If no server URL is configured, the CLI exits with setup instructions instead of assuming a localhost port.

Testing

Integration tests require a running BrowserOS server with the dev build (for structured content support).

# 1. Start the dev server from the monorepo root
bun run dev:watch:new

# 2. Configure the CLI to point at the dev server
./browseros-cli init
# Enter the Server URL shown in BrowserOS settings

# 3. Run integration tests
make test

# Or with a custom server URL
BROWSEROS_URL=http://127.0.0.1:9105 go test -tags integration -v ./...

Tests skip gracefully if no server is reachable — they won't fail in environments without BrowserOS.

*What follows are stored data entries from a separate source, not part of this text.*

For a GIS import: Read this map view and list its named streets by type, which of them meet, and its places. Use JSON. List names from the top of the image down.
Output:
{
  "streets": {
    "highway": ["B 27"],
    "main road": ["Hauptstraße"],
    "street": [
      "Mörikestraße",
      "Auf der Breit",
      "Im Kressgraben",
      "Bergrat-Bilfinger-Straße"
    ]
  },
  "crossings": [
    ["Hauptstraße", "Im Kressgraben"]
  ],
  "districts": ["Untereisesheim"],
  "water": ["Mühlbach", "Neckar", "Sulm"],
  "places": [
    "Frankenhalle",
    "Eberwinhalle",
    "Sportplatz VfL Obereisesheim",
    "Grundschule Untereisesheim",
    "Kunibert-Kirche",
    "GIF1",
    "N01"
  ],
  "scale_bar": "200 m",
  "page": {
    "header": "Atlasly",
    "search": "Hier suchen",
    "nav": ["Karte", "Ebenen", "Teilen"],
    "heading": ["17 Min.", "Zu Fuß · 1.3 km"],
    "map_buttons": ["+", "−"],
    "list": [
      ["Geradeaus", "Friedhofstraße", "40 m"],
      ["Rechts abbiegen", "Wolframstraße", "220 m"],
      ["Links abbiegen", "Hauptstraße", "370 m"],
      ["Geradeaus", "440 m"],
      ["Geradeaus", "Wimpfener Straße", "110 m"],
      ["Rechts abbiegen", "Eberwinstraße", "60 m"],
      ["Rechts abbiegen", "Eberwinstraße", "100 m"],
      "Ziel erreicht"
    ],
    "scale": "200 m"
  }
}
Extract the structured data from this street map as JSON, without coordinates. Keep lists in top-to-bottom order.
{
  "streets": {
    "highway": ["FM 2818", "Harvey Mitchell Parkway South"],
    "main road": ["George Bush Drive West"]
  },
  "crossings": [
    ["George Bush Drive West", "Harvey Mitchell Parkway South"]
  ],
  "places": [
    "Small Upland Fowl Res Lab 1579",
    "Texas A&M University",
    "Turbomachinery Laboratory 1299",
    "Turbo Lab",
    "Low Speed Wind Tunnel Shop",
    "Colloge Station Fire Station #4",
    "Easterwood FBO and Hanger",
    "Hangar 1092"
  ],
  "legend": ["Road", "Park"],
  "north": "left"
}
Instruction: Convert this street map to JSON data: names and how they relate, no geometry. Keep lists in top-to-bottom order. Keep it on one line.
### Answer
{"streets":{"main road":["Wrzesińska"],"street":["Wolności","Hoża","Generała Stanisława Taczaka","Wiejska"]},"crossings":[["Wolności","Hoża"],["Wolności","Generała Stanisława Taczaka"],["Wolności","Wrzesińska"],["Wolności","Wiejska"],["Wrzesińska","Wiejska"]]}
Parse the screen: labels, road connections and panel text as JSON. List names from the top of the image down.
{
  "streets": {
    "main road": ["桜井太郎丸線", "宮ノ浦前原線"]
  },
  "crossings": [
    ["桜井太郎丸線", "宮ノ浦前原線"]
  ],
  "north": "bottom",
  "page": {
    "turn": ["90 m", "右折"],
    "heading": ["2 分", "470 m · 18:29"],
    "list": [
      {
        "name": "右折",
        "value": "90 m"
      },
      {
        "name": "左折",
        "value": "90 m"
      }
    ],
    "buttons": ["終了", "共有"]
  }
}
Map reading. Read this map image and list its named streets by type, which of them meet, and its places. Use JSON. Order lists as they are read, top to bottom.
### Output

The integration tests (integration_test.go) cover:

  • Health check and version
  • Page lifecycle: open → text → snap → eval → screenshot → nav → reload → close
  • Active page query
  • Info command
  • Error handling (invalid page ID, JS errors)

Build

make                    # Build binary
make vet                # Run go vet
make test               # Run integration tests
make install            # Install to $GOPATH/bin
make clean              # Remove binary
VERSION=1.0 make        # Build with version

Architecture

apps/cli/
├── main.go             # Entry point
├── Makefile            # Build targets
├── config/
│   └── config.go       # Config file (~/.config/browseros-cli/config.yaml)
├── cmd/
│   ├── root.go         # Root command, global flags
│   ├── init.go         # Server URL configuration
│   ├── open.go         # open (new_page / new_hidden_page)
│   ├── nav.go          # nav, back, forward, reload
│   ├── pages.go        # pages, active, close
│   ├── snap.go         # snap (take_snapshot / take_enhanced_snapshot)
│   ├── text.go         # text, links
│   ├── screenshot.go   # ss (take_screenshot / save_screenshot)
│   ├── eval.go         # eval (evaluate_script)
│   ├── click.go        # click, click-at
│   ├── fill.go         # fill, clear, key
│   ├── interact.go     # hover, focus, check, uncheck, select, drag, upload
│   ├── scroll.go       # scroll
│   ├── dialog.go       # dialog (handle_dialog)
│   ├── wait.go         # wait (wait_for)
│   ├── file_actions.go # pdf, download
│   ├── dom.go          # dom, dom-search
│   ├── window.go       # window {list,create,close,activate}
│   ├── bookmark.go     # bookmark {list,create,remove,update,move,search}
│   ├── history.go      # history {search,recent,delete,delete-range}
│   ├── group.go        # group {list,create,update,ungroup,close}
│   ├── health.go       # health, status (REST endpoints)
│   └── info.go         # info (browseros_info)
├── mcp/
│   ├── client.go       # MCP JSON-RPC 2.0 client (initialize + tools/call)
│   └── types.go        # JSON-RPC and MCP type definitions
└── output/
    └── printer.go      # Human-readable and JSON output formatting

The CLI communicates with BrowserOS via two HTTP POST requests per command:

  1. initialize — MCP handshake
  2. tools/call — execute the actual tool

All 54 MCP tools are mapped to CLI commands.